[Saved entries]
----------
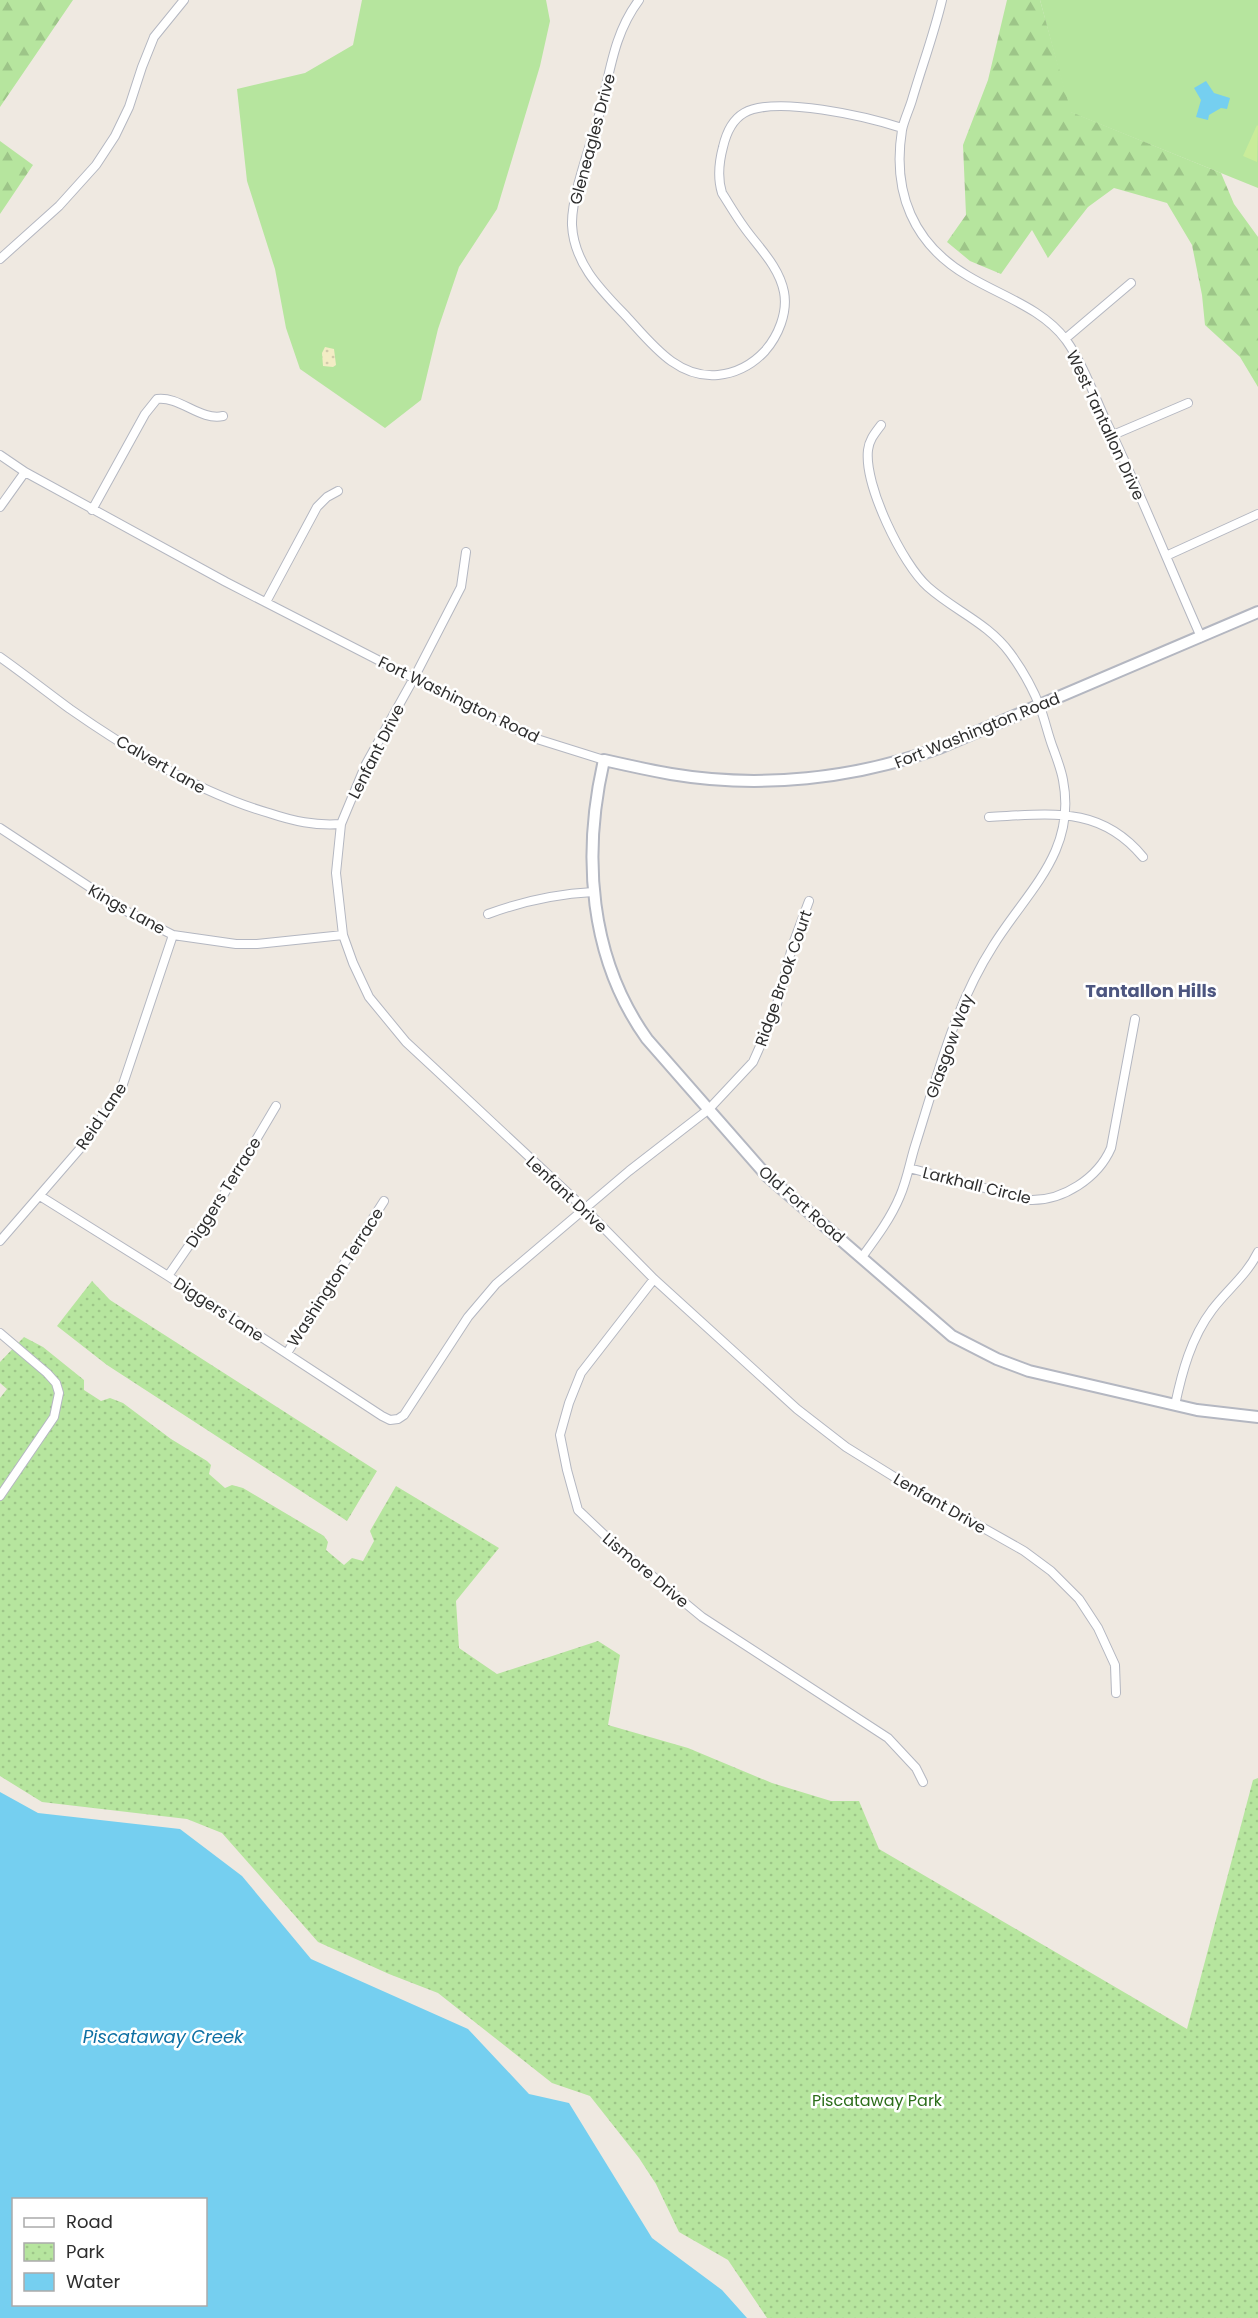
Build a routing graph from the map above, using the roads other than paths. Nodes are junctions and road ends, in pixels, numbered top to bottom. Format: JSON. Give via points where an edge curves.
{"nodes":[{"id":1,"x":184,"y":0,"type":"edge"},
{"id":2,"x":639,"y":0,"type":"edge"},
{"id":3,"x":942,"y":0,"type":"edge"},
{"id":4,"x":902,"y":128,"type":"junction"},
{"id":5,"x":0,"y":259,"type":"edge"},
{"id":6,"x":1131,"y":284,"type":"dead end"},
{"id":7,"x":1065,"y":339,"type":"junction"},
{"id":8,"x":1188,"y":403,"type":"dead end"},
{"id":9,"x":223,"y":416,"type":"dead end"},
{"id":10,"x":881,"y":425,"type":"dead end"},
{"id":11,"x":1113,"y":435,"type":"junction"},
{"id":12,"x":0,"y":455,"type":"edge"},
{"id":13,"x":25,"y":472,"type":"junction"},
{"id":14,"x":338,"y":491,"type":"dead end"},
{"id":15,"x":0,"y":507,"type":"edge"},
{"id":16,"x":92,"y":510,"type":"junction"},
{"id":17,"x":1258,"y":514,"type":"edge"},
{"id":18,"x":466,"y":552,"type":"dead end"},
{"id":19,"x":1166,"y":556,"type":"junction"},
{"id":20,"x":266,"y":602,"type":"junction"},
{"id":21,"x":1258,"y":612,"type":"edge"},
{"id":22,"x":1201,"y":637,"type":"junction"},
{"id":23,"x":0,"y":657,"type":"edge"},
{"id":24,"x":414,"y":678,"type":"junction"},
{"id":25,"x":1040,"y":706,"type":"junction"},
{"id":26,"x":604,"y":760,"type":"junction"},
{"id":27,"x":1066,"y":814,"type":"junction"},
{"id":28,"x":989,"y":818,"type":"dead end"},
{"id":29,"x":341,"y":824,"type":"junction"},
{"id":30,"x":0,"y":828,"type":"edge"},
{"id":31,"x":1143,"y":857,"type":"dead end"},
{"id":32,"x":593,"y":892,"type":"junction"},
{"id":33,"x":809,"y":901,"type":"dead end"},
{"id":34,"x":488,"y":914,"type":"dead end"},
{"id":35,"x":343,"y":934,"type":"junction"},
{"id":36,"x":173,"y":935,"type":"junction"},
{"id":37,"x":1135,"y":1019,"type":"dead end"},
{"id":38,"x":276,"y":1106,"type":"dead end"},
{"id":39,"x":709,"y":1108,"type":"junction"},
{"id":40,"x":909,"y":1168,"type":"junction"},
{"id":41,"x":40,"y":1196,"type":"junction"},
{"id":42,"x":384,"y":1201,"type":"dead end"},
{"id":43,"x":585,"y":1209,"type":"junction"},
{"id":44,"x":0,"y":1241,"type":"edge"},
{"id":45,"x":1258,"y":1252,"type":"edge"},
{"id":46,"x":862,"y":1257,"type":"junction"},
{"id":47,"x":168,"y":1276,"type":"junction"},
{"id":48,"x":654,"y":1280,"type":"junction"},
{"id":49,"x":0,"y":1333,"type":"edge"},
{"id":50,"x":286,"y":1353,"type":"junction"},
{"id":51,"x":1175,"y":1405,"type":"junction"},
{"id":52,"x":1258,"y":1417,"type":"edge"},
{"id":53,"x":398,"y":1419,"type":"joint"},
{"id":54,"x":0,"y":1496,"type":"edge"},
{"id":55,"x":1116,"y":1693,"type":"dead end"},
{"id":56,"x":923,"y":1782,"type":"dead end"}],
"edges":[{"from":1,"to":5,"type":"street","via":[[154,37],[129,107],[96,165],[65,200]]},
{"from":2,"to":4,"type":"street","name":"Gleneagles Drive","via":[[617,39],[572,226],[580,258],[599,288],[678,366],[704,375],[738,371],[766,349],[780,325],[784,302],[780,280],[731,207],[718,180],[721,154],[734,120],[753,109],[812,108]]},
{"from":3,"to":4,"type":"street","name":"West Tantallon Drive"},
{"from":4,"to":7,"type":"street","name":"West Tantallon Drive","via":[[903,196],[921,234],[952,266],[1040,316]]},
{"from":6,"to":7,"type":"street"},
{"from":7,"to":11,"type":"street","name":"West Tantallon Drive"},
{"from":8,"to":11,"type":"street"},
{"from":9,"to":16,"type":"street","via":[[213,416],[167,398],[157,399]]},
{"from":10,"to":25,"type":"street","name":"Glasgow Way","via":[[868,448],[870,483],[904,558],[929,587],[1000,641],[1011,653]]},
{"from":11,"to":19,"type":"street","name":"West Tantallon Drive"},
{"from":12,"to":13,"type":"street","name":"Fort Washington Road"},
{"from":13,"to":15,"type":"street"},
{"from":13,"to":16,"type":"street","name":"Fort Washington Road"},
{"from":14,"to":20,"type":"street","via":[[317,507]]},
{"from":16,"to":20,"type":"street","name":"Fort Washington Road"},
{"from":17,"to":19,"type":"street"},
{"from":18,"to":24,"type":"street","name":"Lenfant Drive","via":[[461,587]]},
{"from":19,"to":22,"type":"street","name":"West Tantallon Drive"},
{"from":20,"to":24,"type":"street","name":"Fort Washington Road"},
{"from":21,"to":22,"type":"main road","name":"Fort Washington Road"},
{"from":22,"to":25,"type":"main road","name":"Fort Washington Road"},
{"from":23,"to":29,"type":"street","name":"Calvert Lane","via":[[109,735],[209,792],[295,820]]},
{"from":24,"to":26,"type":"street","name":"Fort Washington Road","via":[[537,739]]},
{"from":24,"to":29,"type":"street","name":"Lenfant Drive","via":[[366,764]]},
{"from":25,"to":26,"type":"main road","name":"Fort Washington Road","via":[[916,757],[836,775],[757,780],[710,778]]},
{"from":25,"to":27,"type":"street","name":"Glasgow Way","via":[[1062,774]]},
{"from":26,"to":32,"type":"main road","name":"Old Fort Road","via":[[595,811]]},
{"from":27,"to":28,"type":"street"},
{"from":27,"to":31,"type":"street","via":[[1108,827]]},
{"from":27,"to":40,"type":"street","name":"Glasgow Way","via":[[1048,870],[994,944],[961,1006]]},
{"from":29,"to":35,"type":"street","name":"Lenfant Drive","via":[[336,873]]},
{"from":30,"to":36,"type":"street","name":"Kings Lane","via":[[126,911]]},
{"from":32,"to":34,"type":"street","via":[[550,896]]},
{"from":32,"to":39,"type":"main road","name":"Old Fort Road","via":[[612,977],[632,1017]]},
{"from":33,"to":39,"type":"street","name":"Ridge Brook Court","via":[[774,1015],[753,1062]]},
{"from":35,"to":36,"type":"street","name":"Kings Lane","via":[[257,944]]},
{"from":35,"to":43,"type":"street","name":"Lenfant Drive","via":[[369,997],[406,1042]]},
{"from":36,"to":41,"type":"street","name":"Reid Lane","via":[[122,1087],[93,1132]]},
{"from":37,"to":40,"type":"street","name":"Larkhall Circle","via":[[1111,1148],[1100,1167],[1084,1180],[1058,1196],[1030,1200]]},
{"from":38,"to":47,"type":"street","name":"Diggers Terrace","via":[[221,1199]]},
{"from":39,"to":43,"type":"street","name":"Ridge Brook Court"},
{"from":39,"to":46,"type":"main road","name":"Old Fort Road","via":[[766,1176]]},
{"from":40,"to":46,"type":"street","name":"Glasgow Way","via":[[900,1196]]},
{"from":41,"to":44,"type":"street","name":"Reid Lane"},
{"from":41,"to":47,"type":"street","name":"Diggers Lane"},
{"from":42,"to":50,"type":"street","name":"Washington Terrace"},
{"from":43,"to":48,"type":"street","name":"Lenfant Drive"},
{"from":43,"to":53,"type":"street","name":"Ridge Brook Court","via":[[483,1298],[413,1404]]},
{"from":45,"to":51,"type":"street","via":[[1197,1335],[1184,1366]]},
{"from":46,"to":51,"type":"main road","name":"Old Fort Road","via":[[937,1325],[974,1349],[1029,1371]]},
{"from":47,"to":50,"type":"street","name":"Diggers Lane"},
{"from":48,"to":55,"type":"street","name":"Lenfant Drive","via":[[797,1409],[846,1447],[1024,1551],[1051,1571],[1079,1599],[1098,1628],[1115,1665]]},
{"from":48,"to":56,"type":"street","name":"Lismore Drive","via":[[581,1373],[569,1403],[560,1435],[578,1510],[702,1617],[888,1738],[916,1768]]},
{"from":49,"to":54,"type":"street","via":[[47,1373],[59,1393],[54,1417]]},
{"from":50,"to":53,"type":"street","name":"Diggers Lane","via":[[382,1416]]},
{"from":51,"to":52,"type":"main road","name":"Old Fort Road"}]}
----------
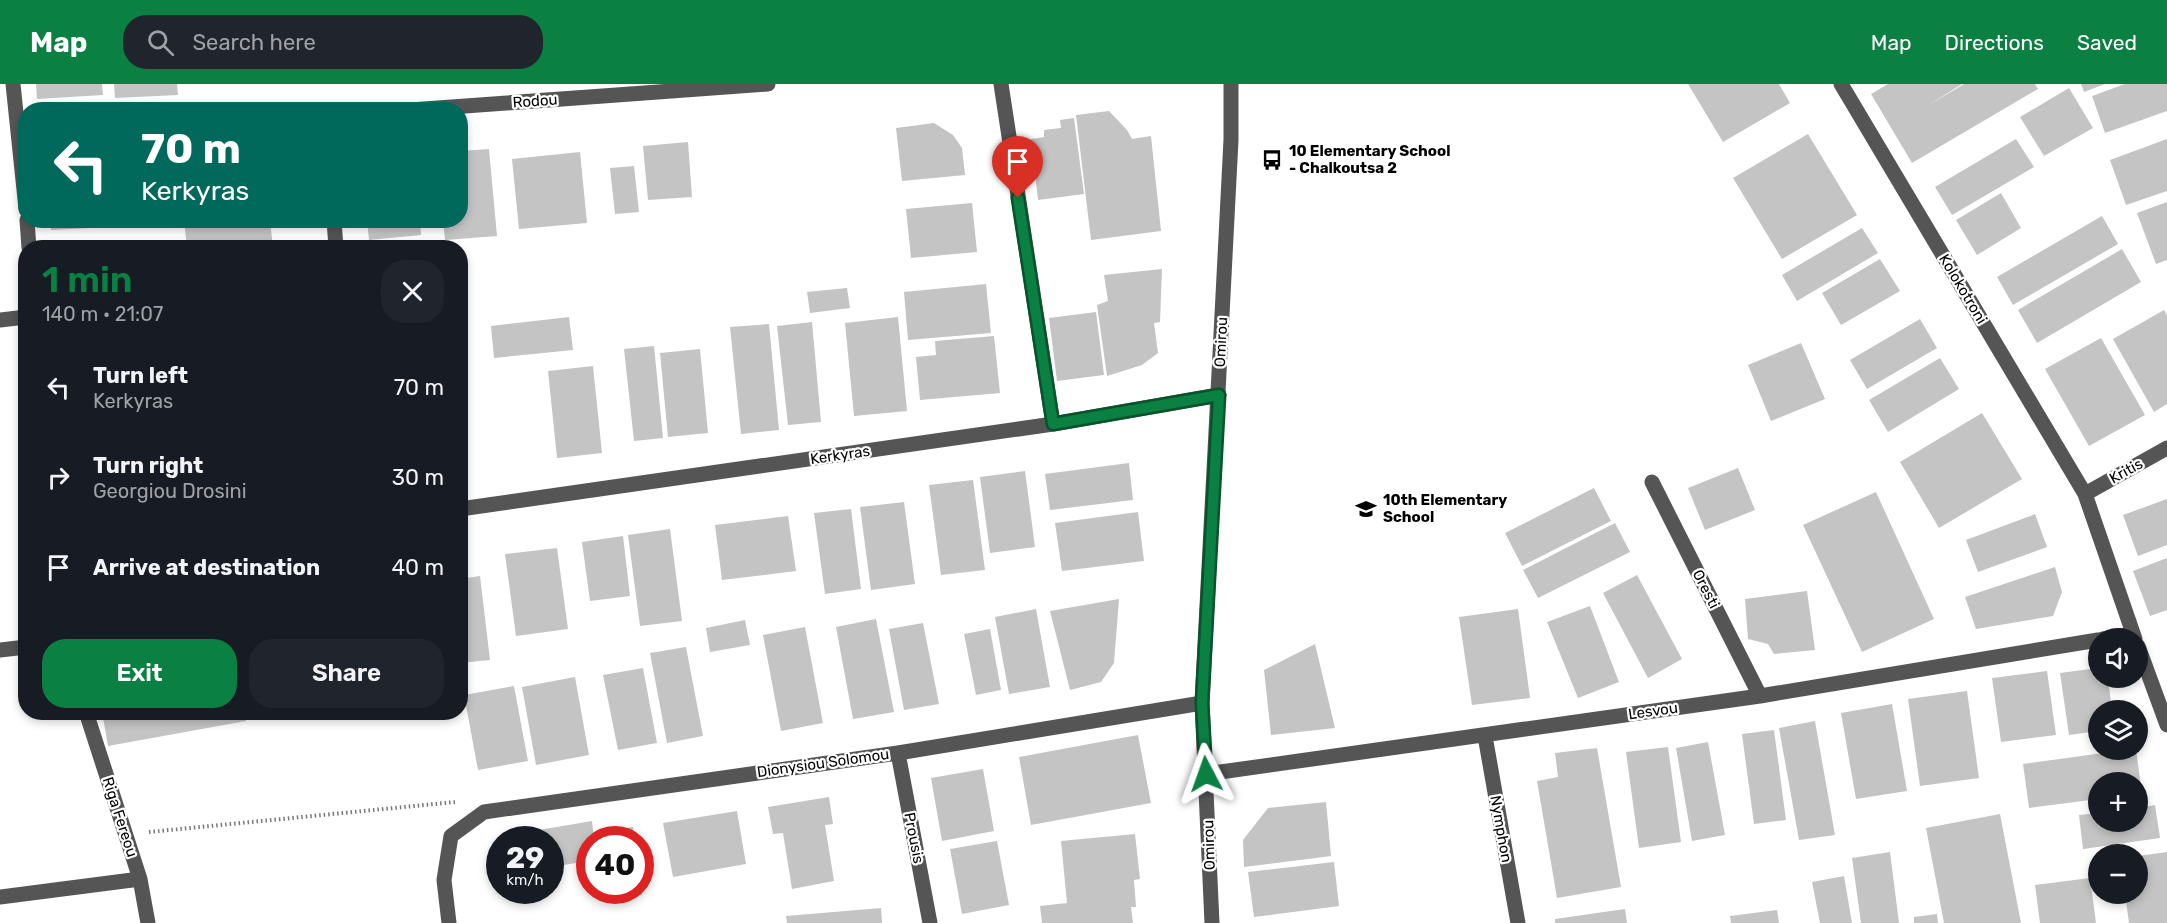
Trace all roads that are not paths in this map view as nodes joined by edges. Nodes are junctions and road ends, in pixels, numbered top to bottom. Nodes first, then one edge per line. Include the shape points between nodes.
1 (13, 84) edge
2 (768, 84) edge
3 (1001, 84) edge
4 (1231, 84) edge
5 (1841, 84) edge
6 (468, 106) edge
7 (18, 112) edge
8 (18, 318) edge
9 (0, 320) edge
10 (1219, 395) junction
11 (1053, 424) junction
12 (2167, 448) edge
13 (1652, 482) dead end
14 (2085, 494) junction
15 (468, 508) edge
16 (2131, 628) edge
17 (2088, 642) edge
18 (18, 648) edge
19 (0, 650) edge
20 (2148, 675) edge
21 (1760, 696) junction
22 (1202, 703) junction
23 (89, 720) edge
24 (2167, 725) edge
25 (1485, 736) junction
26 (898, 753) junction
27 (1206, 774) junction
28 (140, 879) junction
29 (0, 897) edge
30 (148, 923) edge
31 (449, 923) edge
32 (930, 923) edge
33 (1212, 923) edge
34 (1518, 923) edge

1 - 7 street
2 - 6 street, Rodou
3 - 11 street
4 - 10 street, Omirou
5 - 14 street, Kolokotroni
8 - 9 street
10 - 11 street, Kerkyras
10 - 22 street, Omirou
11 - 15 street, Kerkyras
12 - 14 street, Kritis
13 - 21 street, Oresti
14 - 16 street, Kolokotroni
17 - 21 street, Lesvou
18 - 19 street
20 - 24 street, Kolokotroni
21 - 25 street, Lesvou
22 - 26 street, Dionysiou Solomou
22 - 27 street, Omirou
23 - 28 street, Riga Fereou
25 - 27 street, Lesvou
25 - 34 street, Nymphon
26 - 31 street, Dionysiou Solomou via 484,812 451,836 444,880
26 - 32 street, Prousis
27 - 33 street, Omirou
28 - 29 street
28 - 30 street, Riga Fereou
----------
**WHAT THE TASK ASKS**
Among the lines above, find those that contain the word "Court" and copy them.

**SOLUTION TO THE EXERCISE**
{"from":33,"to":39,"type":"street","name":"Ridge Brook Court","via":[[774,1015],[753,1062]]},
{"from":39,"to":43,"type":"street","name":"Ridge Brook Court"},
{"from":43,"to":53,"type":"street","name":"Ridge Brook Court","via":[[483,1298],[413,1404]]},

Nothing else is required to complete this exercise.